## Work task
Each line of the records that includes "graph" should be found and copied.

## Data to process
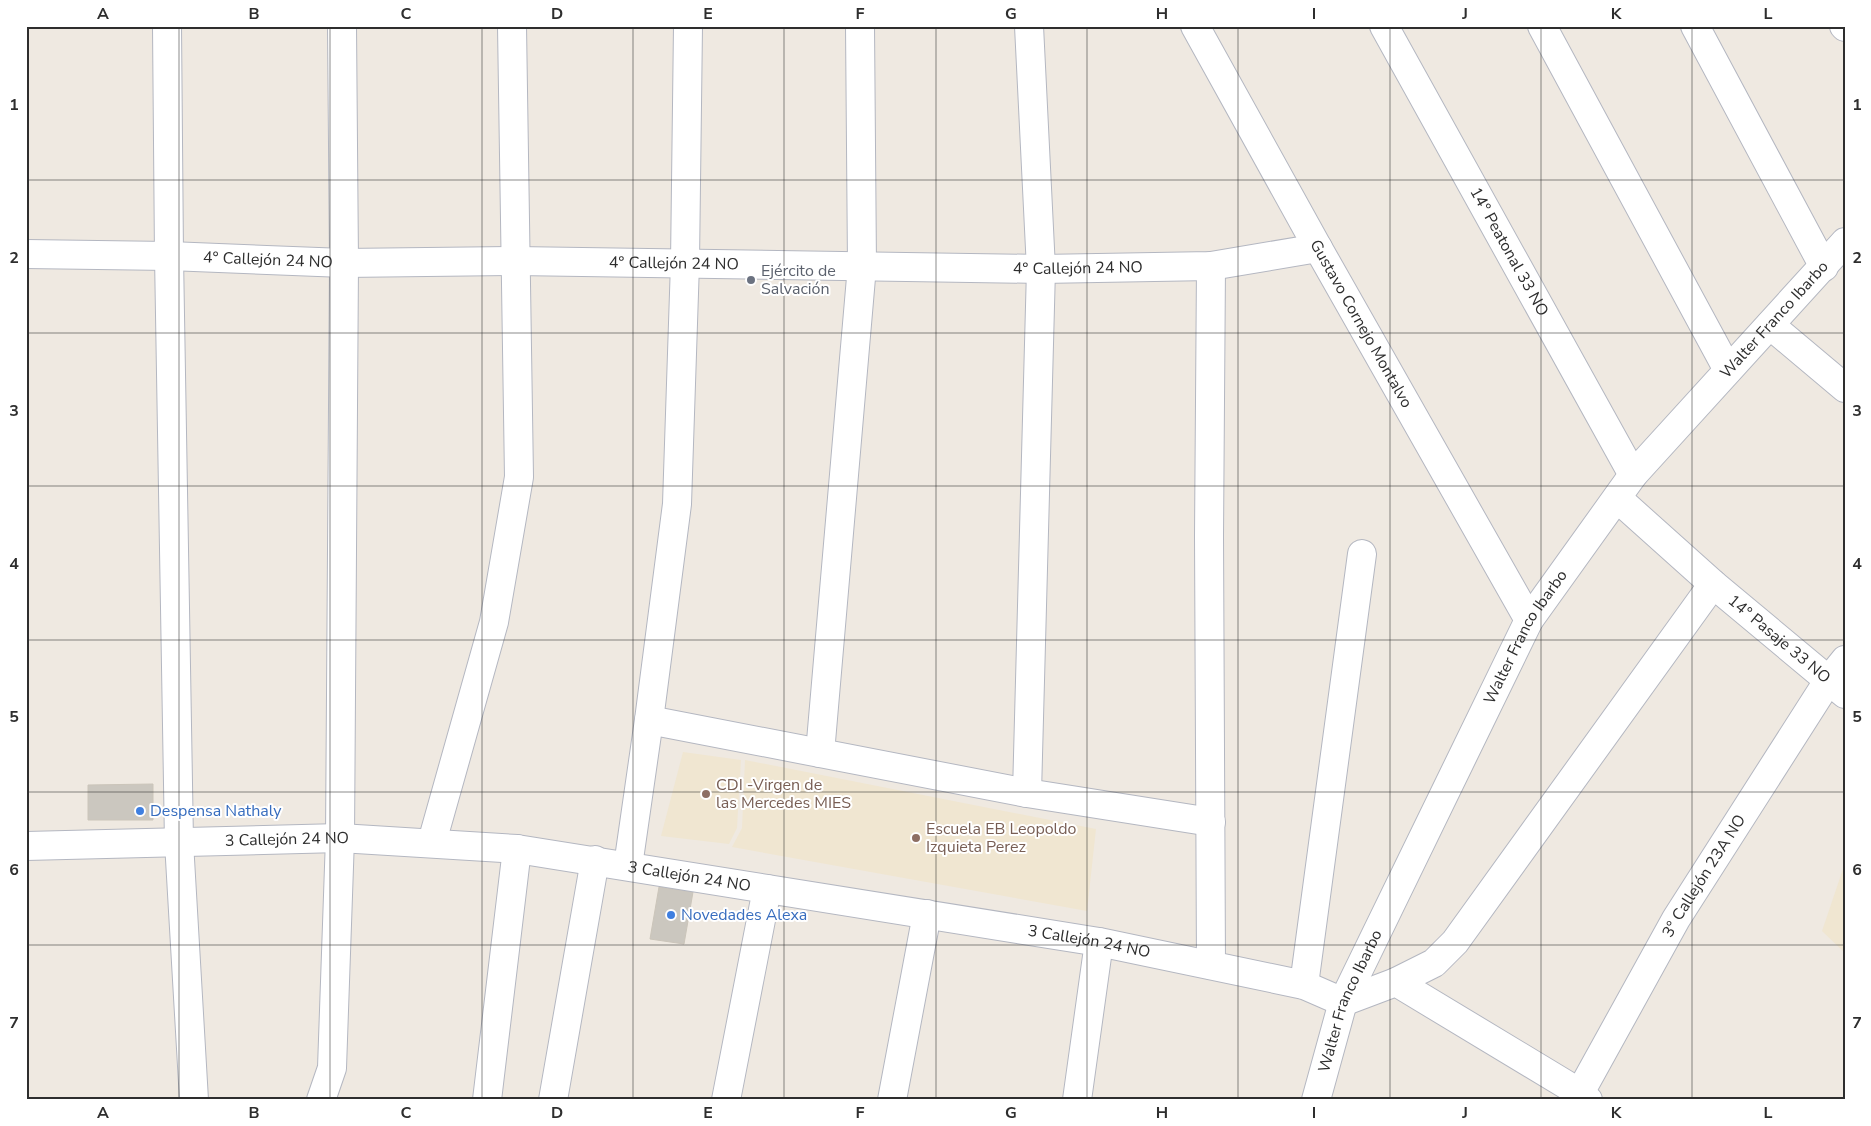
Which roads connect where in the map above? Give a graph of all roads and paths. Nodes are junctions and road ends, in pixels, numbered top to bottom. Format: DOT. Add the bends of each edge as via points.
graph roads {
  1 [pos="167,26"];
  2 [pos="342,26"];
  3 [pos="512,26"];
  4 [pos="688,26"];
  5 [pos="860,26"];
  6 [pos="1028,26"];
  7 [pos="1195,26"];
  8 [pos="1384,26"];
  9 [pos="1542,26"];
  10 [pos="1695,26"];
  11 [pos="1845,242"];
  12 [pos="1318,248"];
  13 [pos="26,254"];
  14 [pos="169,256"];
  15 [pos="516,261"];
  16 [pos="344,263"];
  17 [pos="685,263"];
  18 [pos="862,266"];
  19 [pos="1211,266"];
  20 [pos="1824,267"];
  21 [pos="1041,269"];
  22 [pos="1770,325"];
  23 [pos="1728,370"];
  24 [pos="1845,388"];
  25 [pos="1633,476"];
  26 [pos="1617,498"];
  27 [pos="1362,554"];
  28 [pos="1713,584"];
  29 [pos="1529,620"];
  30 [pos="1839,679"];
  31 [pos="649,720"];
  32 [pos="820,753"];
  33 [pos="1027,793"];
  34 [pos="1210,822"];
  35 [pos="340,838"];
  36 [pos="179,842"];
  37 [pos="432,842"];
  38 [pos="26,846"];
  39 [pos="516,849"];
  40 [pos="595,860"];
  41 [pos="628,866"];
  42 [pos="767,889"];
  43 [pos="927,914"];
  44 [pos="1099,942"];
  45 [pos="1211,965"];
  46 [pos="1396,982"];
  47 [pos="1304,985"];
  48 [pos="1343,1002"];
  49 [pos="1581,1098"];
  50 [pos="194,1100"];
  51 [pos="321,1100"];
  52 [pos="487,1100"];
  53 [pos="554,1100"];
  54 [pos="726,1100"];
  55 [pos="892,1100"];
  56 [pos="1077,1100"];
  57 [pos="1316,1100"];
  1 -- 14 [label="street"];
  2 -- 16 [label="street"];
  3 -- 15 [label="street"];
  4 -- 17 [label="street"];
  5 -- 18 [label="street"];
  6 -- 21 [label="street"];
  7 -- 12 [label="street, Gustavo Cornejo Montalvo"];
  8 -- 25 [label="street, 14° Peatonal 33 NO"];
  9 -- 23 [label="street"];
  10 -- 20 [label="street"];
  11 -- 20 [label="street, Walter Franco Ibarbo"];
  12 -- 19 [label="street, 4° Callejón 24 NO"];
  12 -- 29 [label="street, Gustavo Cornejo Montalvo"];
  13 -- 14 [label="street, 4° Callejón 24 NO"];
  14 -- 16 [label="street, 4° Callejón 24 NO"];
  14 -- 36 [label="street"];
  15 -- 16 [label="street, 4° Callejón 24 NO"];
  15 -- 17 [label="street, 4° Callejón 24 NO"];
  15 -- 37 [label="street" via="519,477 494,622"];
  16 -- 35 [label="street"];
  17 -- 18 [label="street, 4° Callejón 24 NO"];
  17 -- 31 [label="street" via="677,504"];
  18 -- 21 [label="street, 4° Callejón 24 NO"];
  18 -- 32 [label="street"];
  19 -- 21 [label="street, 4° Callejón 24 NO"];
  19 -- 34 [label="street" via="1208,536"];
  20 -- 22 [label="street, Walter Franco Ibarbo"];
  21 -- 33 [label="street"];
  22 -- 23 [label="street, Walter Franco Ibarbo"];
  22 -- 24 [label="street"];
  23 -- 25 [label="street, Walter Franco Ibarbo"];
  25 -- 26 [label="street, Walter Franco Ibarbo"];
  26 -- 28 [label="street"];
  26 -- 29 [label="street, Walter Franco Ibarbo"];
  27 -- 47 [label="street"];
  28 -- 30 [label="street, 14° Pasaje 33 NO"];
  28 -- 46 [label="street" via="1455,942 1434,963"];
  29 -- 48 [label="street, Walter Franco Ibarbo"];
  30 -- 49 [label="street, 3° Callejón 23A NO" via="1676,919"];
  31 -- 32 [label="street"];
  31 -- 41 [label="street"];
  32 -- 33 [label="street"];
  33 -- 34 [label="street"];
  34 -- 45 [label="street"];
  35 -- 36 [label="street, 3 Callejón 24 NO"];
  35 -- 37 [label="street, 3 Callejón 24 NO"];
  35 -- 51 [label="street" via="332,1068"];
  36 -- 38 [label="street, 3 Callejón 24 NO"];
  36 -- 50 [label="street"];
  37 -- 39 [label="street, 3 Callejón 24 NO"];
  39 -- 40 [label="street, 3 Callejón 24 NO"];
  39 -- 52 [label="street"];
  40 -- 41 [label="street, 3 Callejón 24 NO"];
  40 -- 53 [label="street"];
  41 -- 42 [label="street, 3 Callejón 24 NO"];
  42 -- 43 [label="street, 3 Callejón 24 NO"];
  42 -- 54 [label="street"];
  43 -- 44 [label="street, 3 Callejón 24 NO"];
  43 -- 55 [label="street"];
  44 -- 45 [label="street, 3 Callejón 24 NO"];
  44 -- 56 [label="street"];
  45 -- 47 [label="street, 3 Callejón 24 NO"];
  46 -- 48 [label="street"];
  46 -- 49 [label="street"];
  47 -- 48 [label="street, 3 Callejón 24 NO"];
  48 -- 57 [label="street, Walter Franco Ibarbo"];
}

## Answer below
Which roads connect where in the map above? Give a graph of all roads and paths. Nodes are junctions and road ends, in pixels, numbered top to bottom. Format: DOT. Add the bends of each edge as via points.
graph roads {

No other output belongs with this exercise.